1993, 1994 yılları olabilir. Tansu Çiller başbakan. Türkiye dolu dizgin o korkunç 2001 Krizi'ne doğru yol alıyor. Çünkü, ekonomide yapısal sorunlar çözülemiyor, enflasyon canavarını besleyen kara delikler kapatılamıyor Bir gün sohbet sırasında yine bir türlü hız kesmeyen enflasyondan söz açılınca, Çiller'in şöyle dediğini hatırlıyorum:
Enflasyon canavarı, enflasyon canavarı... Tamam da, hiçbiriniz terörle mücadele dolayısıyla askeri harcamaların nasıl arttığını yazmıyorsunuz.
Haksız sayılmazdı zamanın Başbakan'ı. Enflasyon kaynaklarından biri de hızla büyüyen askeri harcamalardı. Evet, enflasyonu yenmek için bir yandan yapısal sorunları çözmek, diğer yandan da savaş değil barış yapmak gerekiyordu. Ama gel gör ki, 1990'lı yılların zayıf koalisyon hükümetleri her iki dersten de sınıfta çaktı. Böylece Türkiye'yi fena halde yoksullaştıran 2001 Krizi patladı. Krizin yarattığı siyasal boşlukta da Erdoğan ve AKP doğdu.
Şimdi Türkiye'ye 1990'ların penceresinden bakmaya çalışalım.
1. Türkiye 1990'lardaki gibi gittikçe derinleşen bir ekonomik kriz yaşıyor. 2. Enflasyon başını kaldırmış gidiyor. 3. Enflasyonla birlikte ekonomi küçülüyor, işsizlik büyüyor, iflaslar yaygınlaşıyor. 4. Reel sektör ve bankacılık fena halde zorda; batık krediler çok büyük bir sorun. 5. Türk lirası dolar karşısında pula dönmüş durumda. 6. Enflasyonla mücadelenin gereği tam yapılmıyor; polisiye tedbirler gibi, iş aleminden tam sayfa gazete ilanları gibi atılan bazı adımlar inandırıcı olmaktan uzak, hatta ciddiyetten yoksun. 7. Enflasyonla mücadelenin bel kemiği olması gereken kamu harcamalarında ise gerçek tasarrufa hala uzak kalan bir ekonomi yönetim var. 7. Bütün bunlarla birlikte Türkiye, tıpkı 1990'lardaki gibi barış değil savaş yapmaya devam ediyor.

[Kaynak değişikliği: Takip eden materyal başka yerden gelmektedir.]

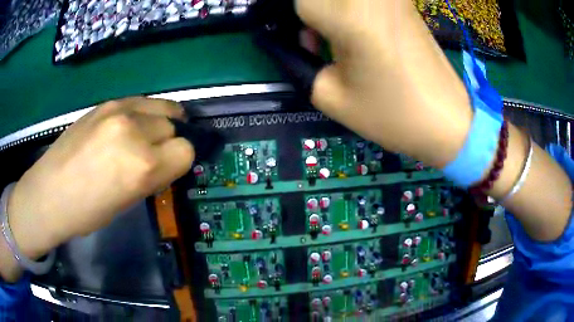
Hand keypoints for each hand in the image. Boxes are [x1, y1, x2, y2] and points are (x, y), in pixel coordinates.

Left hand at [7, 97, 194, 260]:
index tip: (168, 169)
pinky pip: (140, 102)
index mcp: (141, 166)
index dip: (179, 162)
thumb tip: (167, 160)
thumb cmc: (87, 211)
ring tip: (146, 134)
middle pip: (174, 127)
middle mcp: (134, 131)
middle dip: (168, 142)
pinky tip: (130, 125)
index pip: (186, 151)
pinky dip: (144, 113)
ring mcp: (118, 110)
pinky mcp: (106, 103)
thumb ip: (152, 176)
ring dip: (160, 123)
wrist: (49, 192)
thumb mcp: (127, 203)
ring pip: (161, 108)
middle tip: (152, 155)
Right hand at [296, 0, 472, 167]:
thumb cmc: (393, 114)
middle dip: (311, 15)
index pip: (301, 3)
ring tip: (335, 40)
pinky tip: (358, 33)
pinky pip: (362, 1)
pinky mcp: (403, 2)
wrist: (446, 119)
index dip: (289, 21)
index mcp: (352, 18)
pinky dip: (350, 11)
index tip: (298, 41)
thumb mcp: (331, 96)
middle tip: (313, 41)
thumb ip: (299, 62)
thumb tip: (287, 41)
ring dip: (329, 12)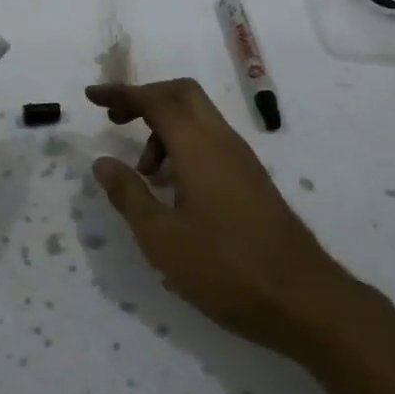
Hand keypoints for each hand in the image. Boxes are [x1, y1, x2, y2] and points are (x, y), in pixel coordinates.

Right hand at [87, 78, 357, 353]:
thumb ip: (129, 195)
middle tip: (115, 122)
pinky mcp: (252, 180)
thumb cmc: (225, 269)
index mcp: (199, 147)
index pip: (156, 100)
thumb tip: (102, 162)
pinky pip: (211, 142)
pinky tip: (173, 190)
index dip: (121, 94)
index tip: (91, 97)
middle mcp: (223, 141)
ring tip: (144, 174)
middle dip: (145, 99)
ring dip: (164, 129)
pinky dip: (183, 147)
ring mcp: (243, 160)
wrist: (303, 299)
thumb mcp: (162, 238)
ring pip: (198, 119)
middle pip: (182, 95)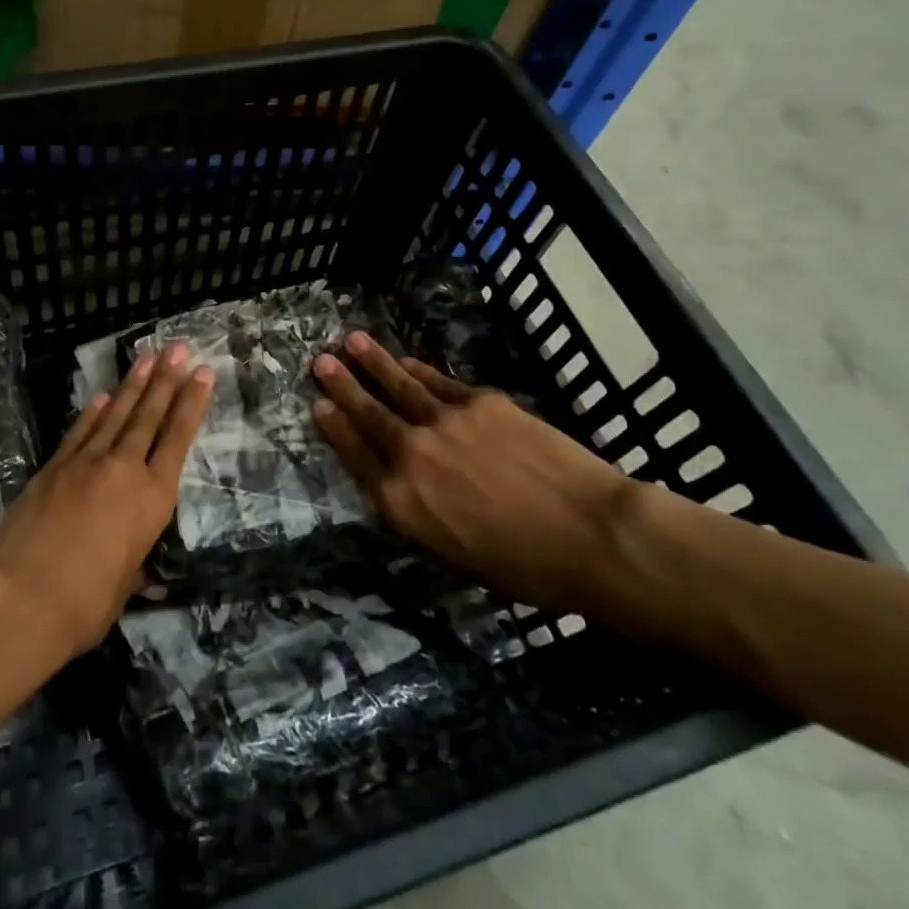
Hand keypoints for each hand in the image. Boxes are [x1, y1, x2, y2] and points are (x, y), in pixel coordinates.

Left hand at [0, 345, 213, 661]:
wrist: (21, 599)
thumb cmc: (85, 604)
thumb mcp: (124, 588)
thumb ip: (133, 567)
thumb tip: (142, 573)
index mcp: (152, 499)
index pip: (177, 439)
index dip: (192, 404)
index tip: (203, 373)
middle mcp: (123, 470)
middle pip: (149, 416)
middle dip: (166, 379)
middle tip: (178, 348)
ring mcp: (84, 464)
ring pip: (116, 415)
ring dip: (133, 385)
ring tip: (147, 357)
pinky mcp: (52, 468)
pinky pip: (80, 432)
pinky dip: (93, 412)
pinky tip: (103, 396)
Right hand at [311, 332, 631, 608]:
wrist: (590, 533)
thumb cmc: (527, 567)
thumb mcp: (456, 557)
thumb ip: (421, 515)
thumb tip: (405, 488)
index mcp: (402, 503)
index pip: (356, 457)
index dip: (335, 429)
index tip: (318, 405)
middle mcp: (412, 456)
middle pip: (370, 415)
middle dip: (343, 387)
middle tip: (320, 361)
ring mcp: (445, 422)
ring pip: (399, 386)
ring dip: (374, 363)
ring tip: (353, 341)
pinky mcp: (481, 402)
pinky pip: (439, 382)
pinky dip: (419, 369)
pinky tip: (407, 359)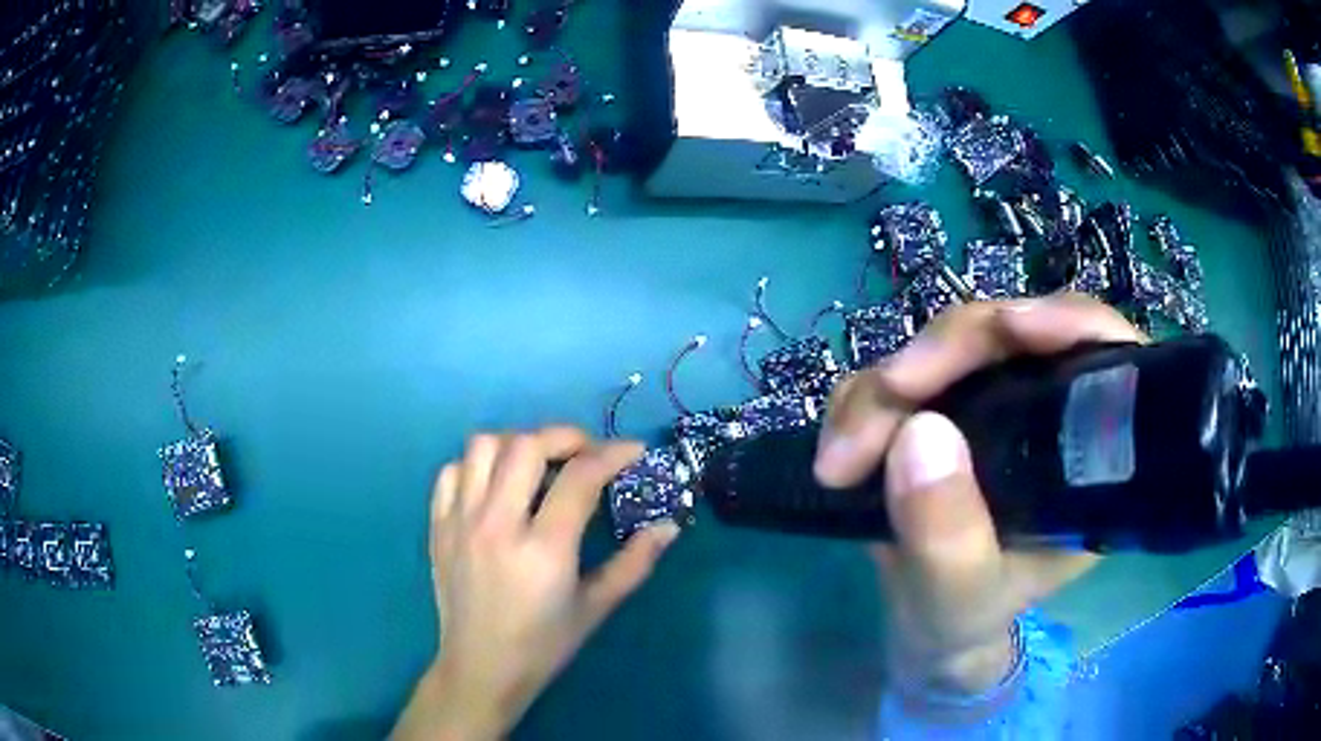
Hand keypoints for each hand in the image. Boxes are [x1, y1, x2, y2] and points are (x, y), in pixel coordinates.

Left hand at [393, 427, 680, 740]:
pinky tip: (495, 486)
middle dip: (565, 436)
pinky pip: (451, 472)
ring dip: (517, 443)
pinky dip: (476, 466)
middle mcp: (497, 525)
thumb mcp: (596, 608)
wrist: (481, 669)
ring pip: (482, 447)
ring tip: (538, 464)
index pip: (580, 477)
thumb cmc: (544, 644)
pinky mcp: (438, 526)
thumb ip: (635, 563)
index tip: (633, 451)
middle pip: (527, 445)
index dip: (613, 454)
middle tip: (586, 453)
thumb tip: (669, 526)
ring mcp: (461, 521)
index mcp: (543, 549)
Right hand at [814, 296, 1145, 700]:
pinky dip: (860, 400)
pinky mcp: (939, 404)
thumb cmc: (964, 617)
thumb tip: (919, 432)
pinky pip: (896, 370)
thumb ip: (949, 537)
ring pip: (945, 345)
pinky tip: (839, 450)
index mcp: (1088, 454)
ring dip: (886, 387)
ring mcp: (990, 400)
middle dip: (945, 355)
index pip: (1104, 355)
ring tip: (842, 458)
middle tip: (888, 398)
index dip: (1067, 322)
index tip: (1011, 328)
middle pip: (1010, 333)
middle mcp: (1046, 411)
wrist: (922, 626)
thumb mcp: (960, 598)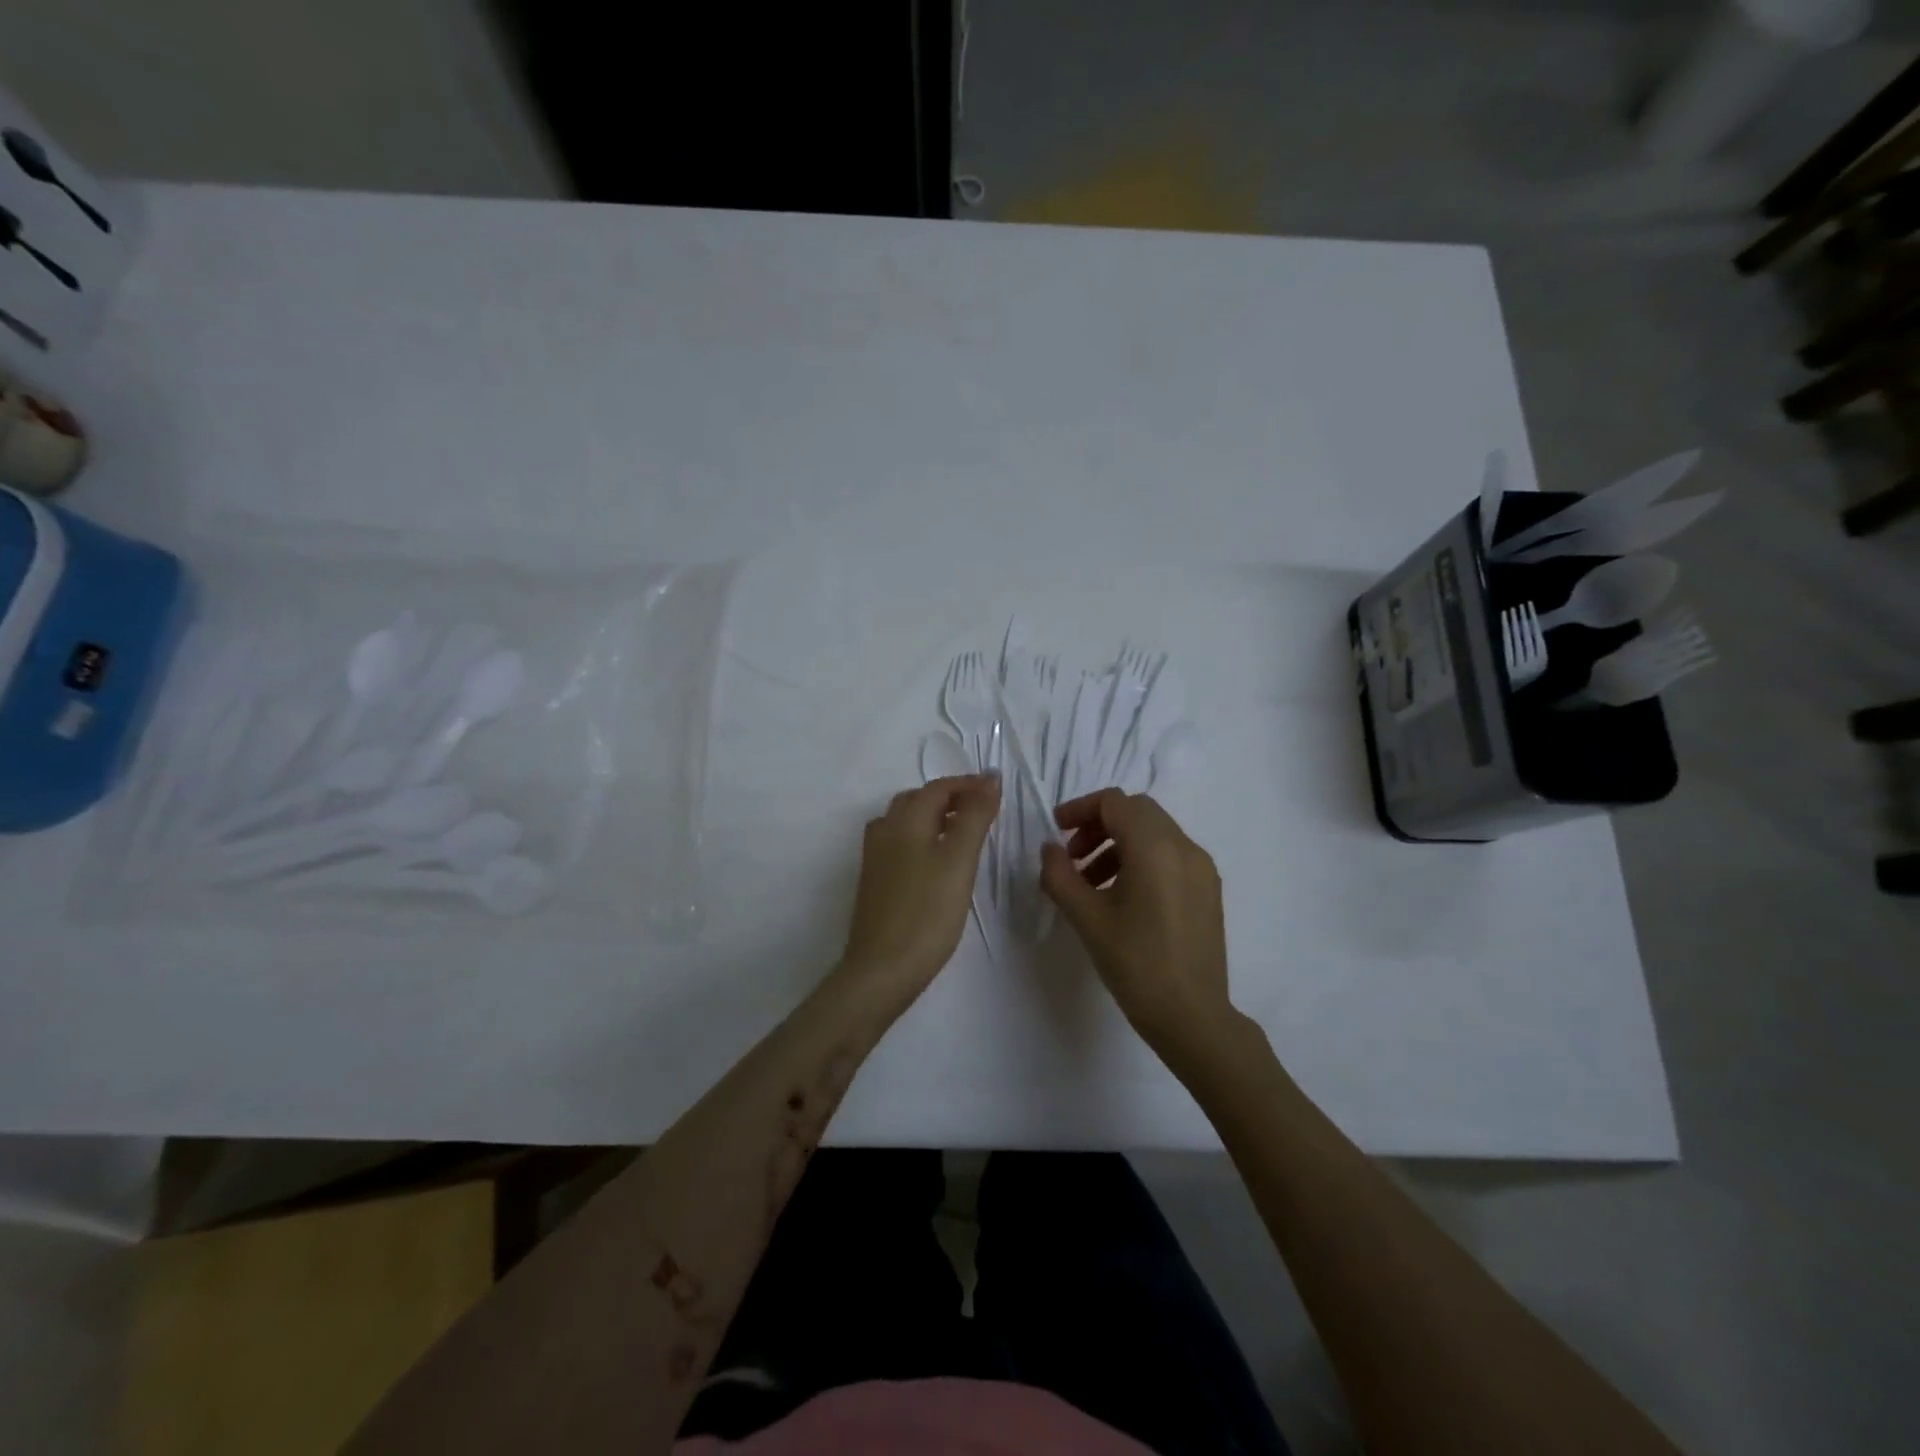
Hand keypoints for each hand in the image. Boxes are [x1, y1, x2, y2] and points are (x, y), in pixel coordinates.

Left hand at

Barış değil savaş konusunun altını bir defa daha kalın olarak çizmekte yarar var. Çünkü, bu durum dün olduğu gibi bugün de ekonomide istikrarsızlığı ve yabancı finans kuruluşlarıyla dış yatırımcıların kuşkularını körüklemeye devam ediyor. Bu konuda, şu noktaları soğukkanlı düşünün:
1. Türkiye'nin Katar'da, Sudan'da, Somali'de askeri üsleri var. 2. Türkiye'nin Kuzey Irak'la Kuzey Suriye'de, yani Irak ve Suriye Kürdistanlarında askeri var. 3. Türkiye, zaten askeri operasyonlar yaptığı Suriye Kürdistanı’nda bir yenisine daha hazırlanıyor. 4. Erdoğan, "Bir gece ansızın gelebiliriz" diyerek "Fırat'ın Doğusu"na dönük bir büyük operasyonun sinyallerini veriyor. 5. "Fırat'ın Doğusu"na yapılacak bir askeri operasyonun ise Türkiye'yle Amerika'yı karşı karşıya getireceği bilinmekte... 6. Bu arada Güneydoğu ve Kandil'e yönelik askeri operasyonlar uzun zamandır hiç hız kesmiyor.
Bu yedi nokta da, yazın bir kenara, Türkiye'nin yaşamakta olduğu ekonomik krizi derinleştirir. Uzun lafın kısası: Ekonomik kriz, bu gidişle, dalga dalga gelip memleketimize çarpmaya devam edecek; bunu belirtmek felaket tellallığı değildir.